§ Task description
What is needed is an exact reproduction of the lines in the records below, starting at the line with "middle dip: (655, 151)" and ending at the line with "index tip: (173, 102)", both included, and nothing else; pictures stay out.

§ Data

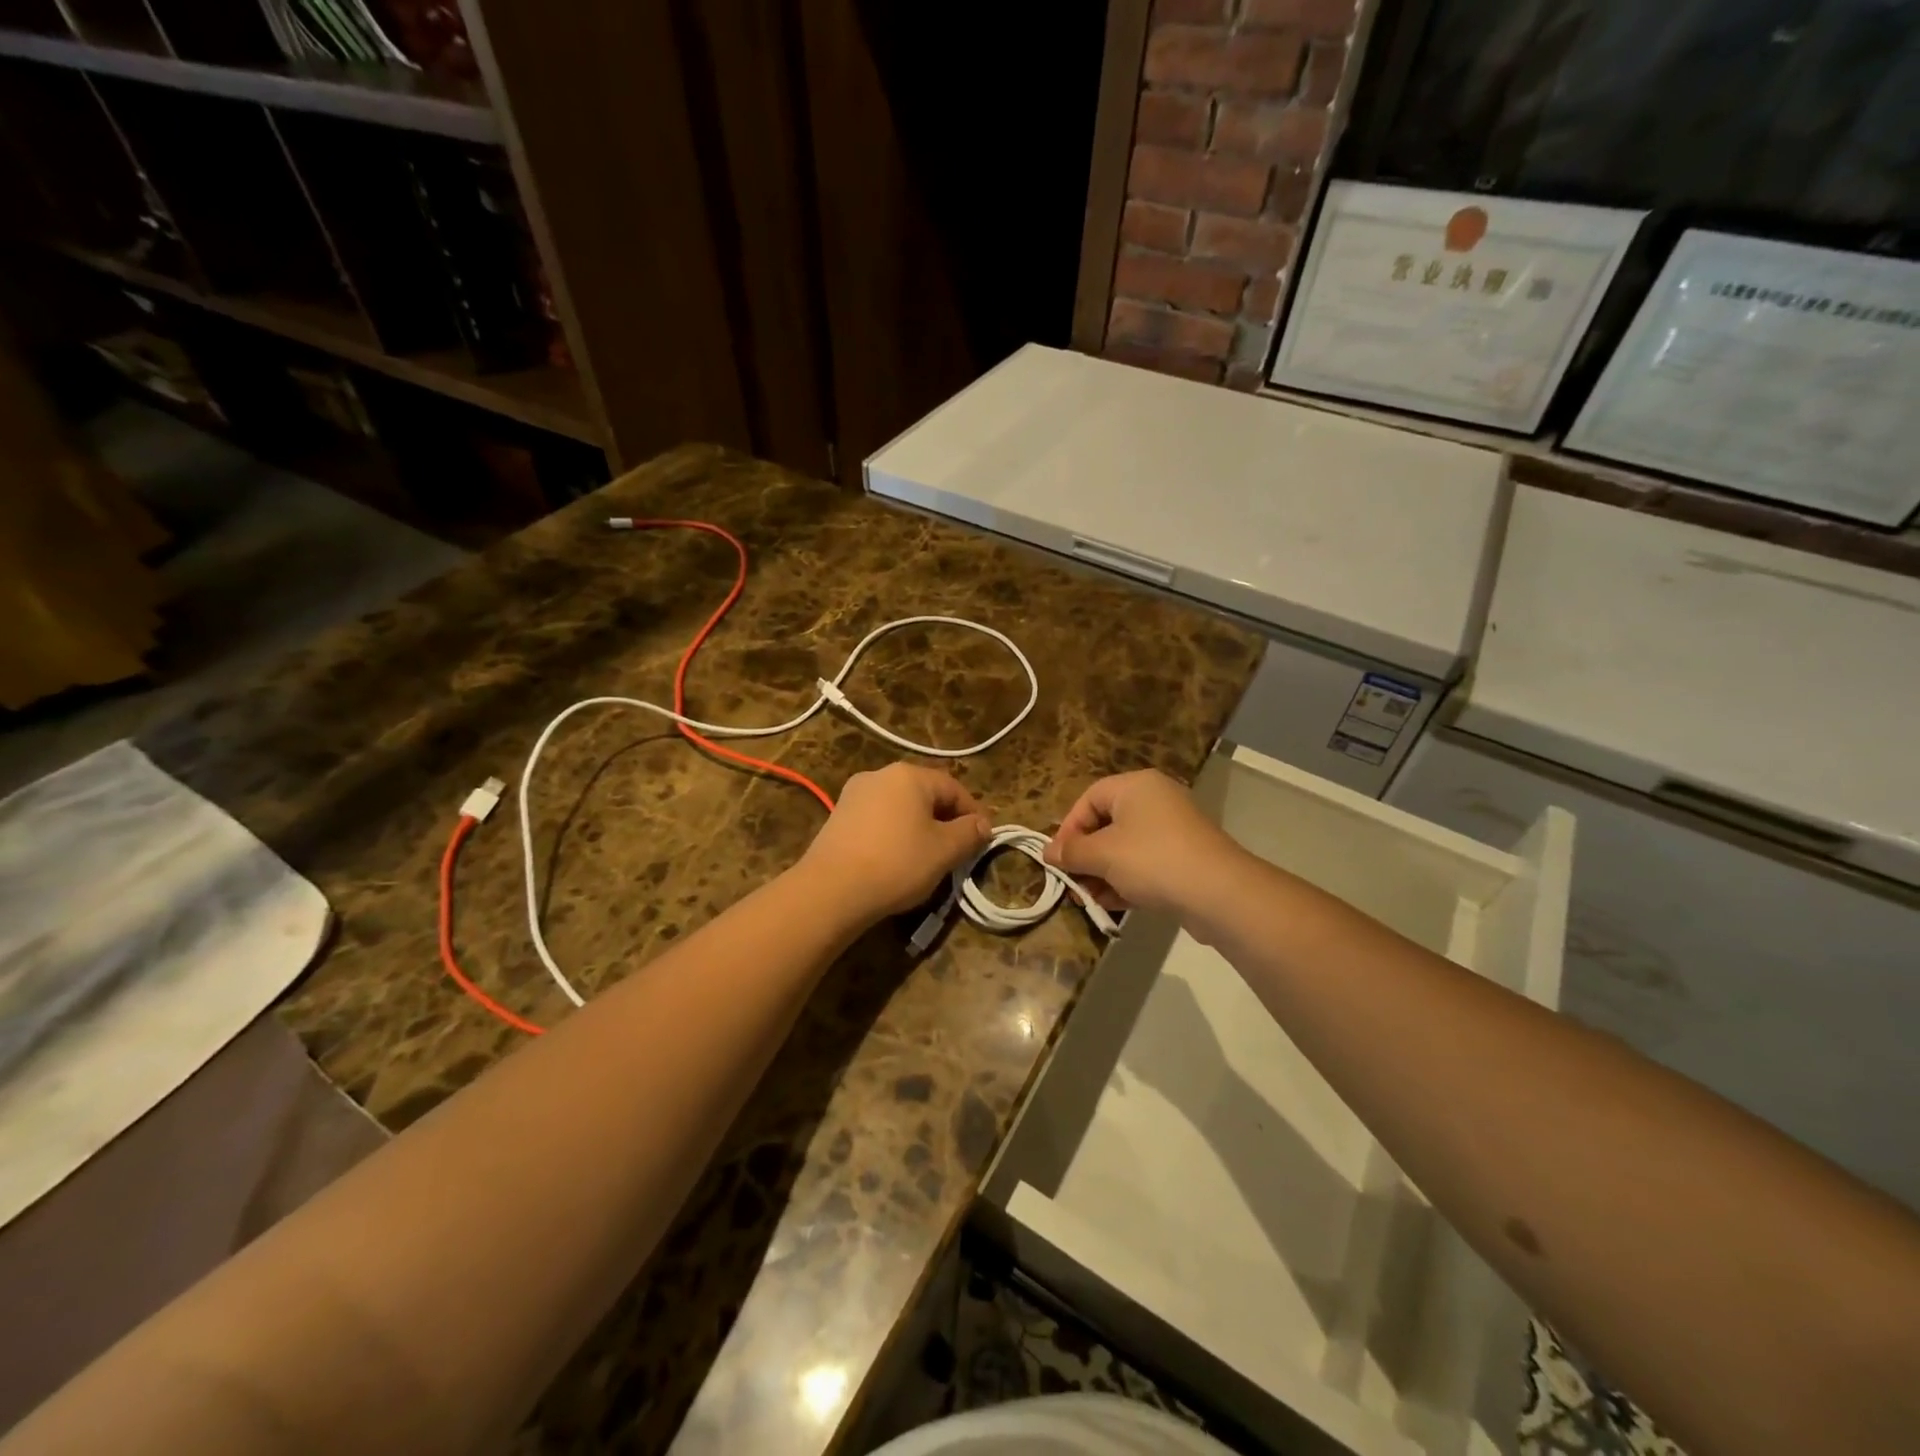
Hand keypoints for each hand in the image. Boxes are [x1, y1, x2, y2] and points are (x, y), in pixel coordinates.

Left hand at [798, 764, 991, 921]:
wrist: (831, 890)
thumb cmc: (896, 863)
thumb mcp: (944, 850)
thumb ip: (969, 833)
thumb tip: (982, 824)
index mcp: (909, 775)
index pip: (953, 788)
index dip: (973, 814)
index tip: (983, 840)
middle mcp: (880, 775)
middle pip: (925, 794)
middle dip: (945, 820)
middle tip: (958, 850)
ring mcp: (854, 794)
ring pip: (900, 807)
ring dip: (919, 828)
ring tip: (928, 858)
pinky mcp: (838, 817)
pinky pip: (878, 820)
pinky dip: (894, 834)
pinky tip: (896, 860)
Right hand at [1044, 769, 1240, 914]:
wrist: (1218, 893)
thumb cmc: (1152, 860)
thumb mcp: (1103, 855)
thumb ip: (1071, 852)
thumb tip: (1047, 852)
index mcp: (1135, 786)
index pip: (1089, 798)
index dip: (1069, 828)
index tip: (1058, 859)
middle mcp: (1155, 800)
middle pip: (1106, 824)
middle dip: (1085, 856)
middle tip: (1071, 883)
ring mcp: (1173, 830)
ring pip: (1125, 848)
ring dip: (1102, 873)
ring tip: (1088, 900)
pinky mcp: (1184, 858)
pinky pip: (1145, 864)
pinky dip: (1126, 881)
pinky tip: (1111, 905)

--

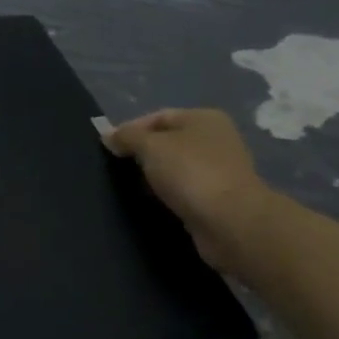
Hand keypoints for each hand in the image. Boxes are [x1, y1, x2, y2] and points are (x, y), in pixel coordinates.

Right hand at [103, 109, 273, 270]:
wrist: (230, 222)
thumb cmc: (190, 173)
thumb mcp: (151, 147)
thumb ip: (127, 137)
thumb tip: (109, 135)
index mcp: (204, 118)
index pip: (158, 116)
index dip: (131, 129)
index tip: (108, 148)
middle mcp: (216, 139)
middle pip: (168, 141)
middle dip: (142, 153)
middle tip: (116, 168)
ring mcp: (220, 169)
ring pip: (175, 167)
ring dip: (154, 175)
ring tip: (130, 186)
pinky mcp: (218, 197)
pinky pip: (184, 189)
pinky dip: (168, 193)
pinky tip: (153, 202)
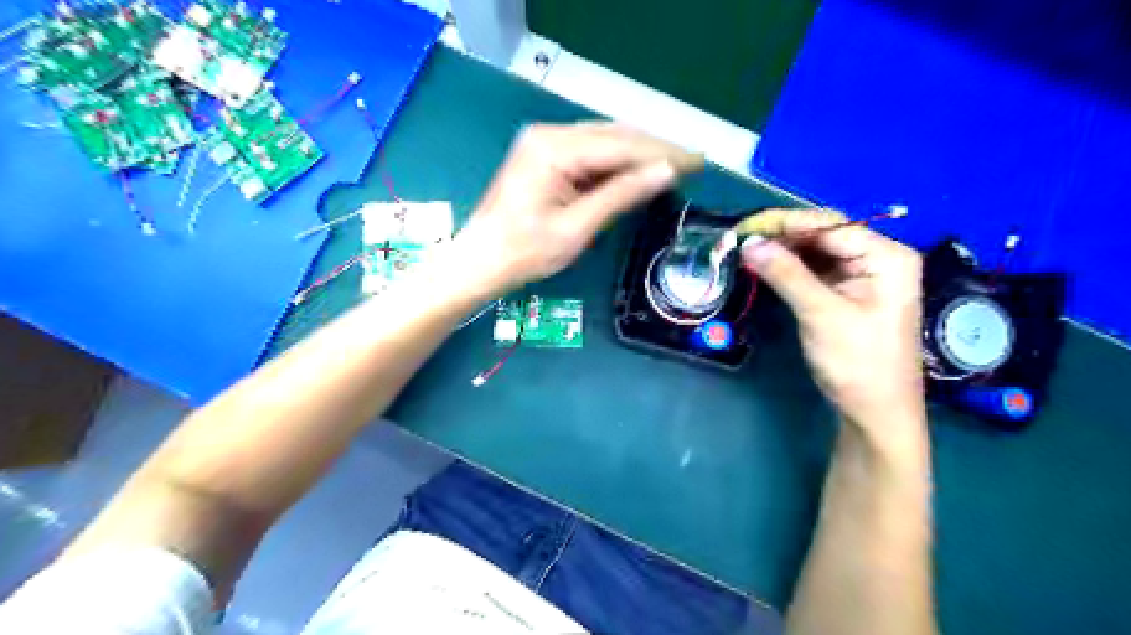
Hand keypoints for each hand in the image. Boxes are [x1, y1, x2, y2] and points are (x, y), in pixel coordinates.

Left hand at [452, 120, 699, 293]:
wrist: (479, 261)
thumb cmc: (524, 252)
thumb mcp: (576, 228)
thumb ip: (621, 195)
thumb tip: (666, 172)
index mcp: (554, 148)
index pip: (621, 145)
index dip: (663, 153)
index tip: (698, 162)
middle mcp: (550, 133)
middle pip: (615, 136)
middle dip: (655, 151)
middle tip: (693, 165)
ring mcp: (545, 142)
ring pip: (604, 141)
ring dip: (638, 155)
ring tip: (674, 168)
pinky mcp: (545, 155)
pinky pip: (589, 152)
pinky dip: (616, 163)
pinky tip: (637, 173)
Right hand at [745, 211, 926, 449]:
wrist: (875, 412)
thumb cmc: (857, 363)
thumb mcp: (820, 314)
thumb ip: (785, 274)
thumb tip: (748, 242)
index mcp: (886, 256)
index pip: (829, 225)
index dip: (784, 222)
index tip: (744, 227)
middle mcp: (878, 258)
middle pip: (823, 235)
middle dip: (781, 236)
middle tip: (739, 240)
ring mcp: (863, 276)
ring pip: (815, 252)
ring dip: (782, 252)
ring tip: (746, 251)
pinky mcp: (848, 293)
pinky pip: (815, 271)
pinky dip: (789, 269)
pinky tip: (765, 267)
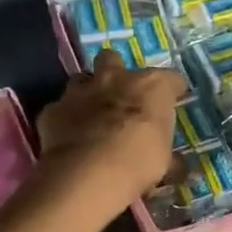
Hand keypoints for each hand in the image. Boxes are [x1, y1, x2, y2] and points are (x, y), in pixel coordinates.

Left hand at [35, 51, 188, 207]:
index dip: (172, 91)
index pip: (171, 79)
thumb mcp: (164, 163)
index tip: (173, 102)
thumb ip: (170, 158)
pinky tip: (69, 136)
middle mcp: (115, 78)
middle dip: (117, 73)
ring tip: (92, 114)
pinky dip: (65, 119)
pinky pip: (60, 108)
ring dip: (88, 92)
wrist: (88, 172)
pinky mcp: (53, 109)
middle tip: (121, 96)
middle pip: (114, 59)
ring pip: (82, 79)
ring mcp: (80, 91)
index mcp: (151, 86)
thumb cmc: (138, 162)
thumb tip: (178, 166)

§ Expected answer
middle dip: (655, 151)
middle tip: (693, 165)
ring mcp: (545, 142)
ring pip: (604, 141)
ring dip: (638, 155)
ring tip: (674, 168)
pinky mcp: (545, 155)
pinky pip: (589, 152)
pinky dip: (616, 163)
pinky tip: (637, 173)
Right hand at [745, 211, 926, 449]:
wrist: (875, 412)
thumb cmc: (857, 363)
thumb mcp: (820, 314)
thumb ip: (785, 274)
thumb tip: (748, 242)
index mcp: (886, 256)
index pip: (829, 225)
index dip: (784, 222)
index tip: (744, 227)
middle mcp: (878, 258)
middle pip: (823, 235)
middle dip: (781, 236)
middle tip: (739, 240)
ring mcp: (863, 276)
ring pip: (815, 252)
ring dip: (782, 252)
ring tip: (746, 251)
pinky mcp: (848, 293)
pinky pip: (815, 271)
pinky dip: (789, 269)
pinky tip: (765, 267)
Hand keypoints for each hand in the image. Boxes are [x1, y1, x2, y2] and points are (x, y), in pixel coordinates.

Left hand at [35, 51, 188, 207]:
index dip: (172, 91)
index pip: (171, 79)
thumb mcp: (164, 163)
index tip: (173, 102)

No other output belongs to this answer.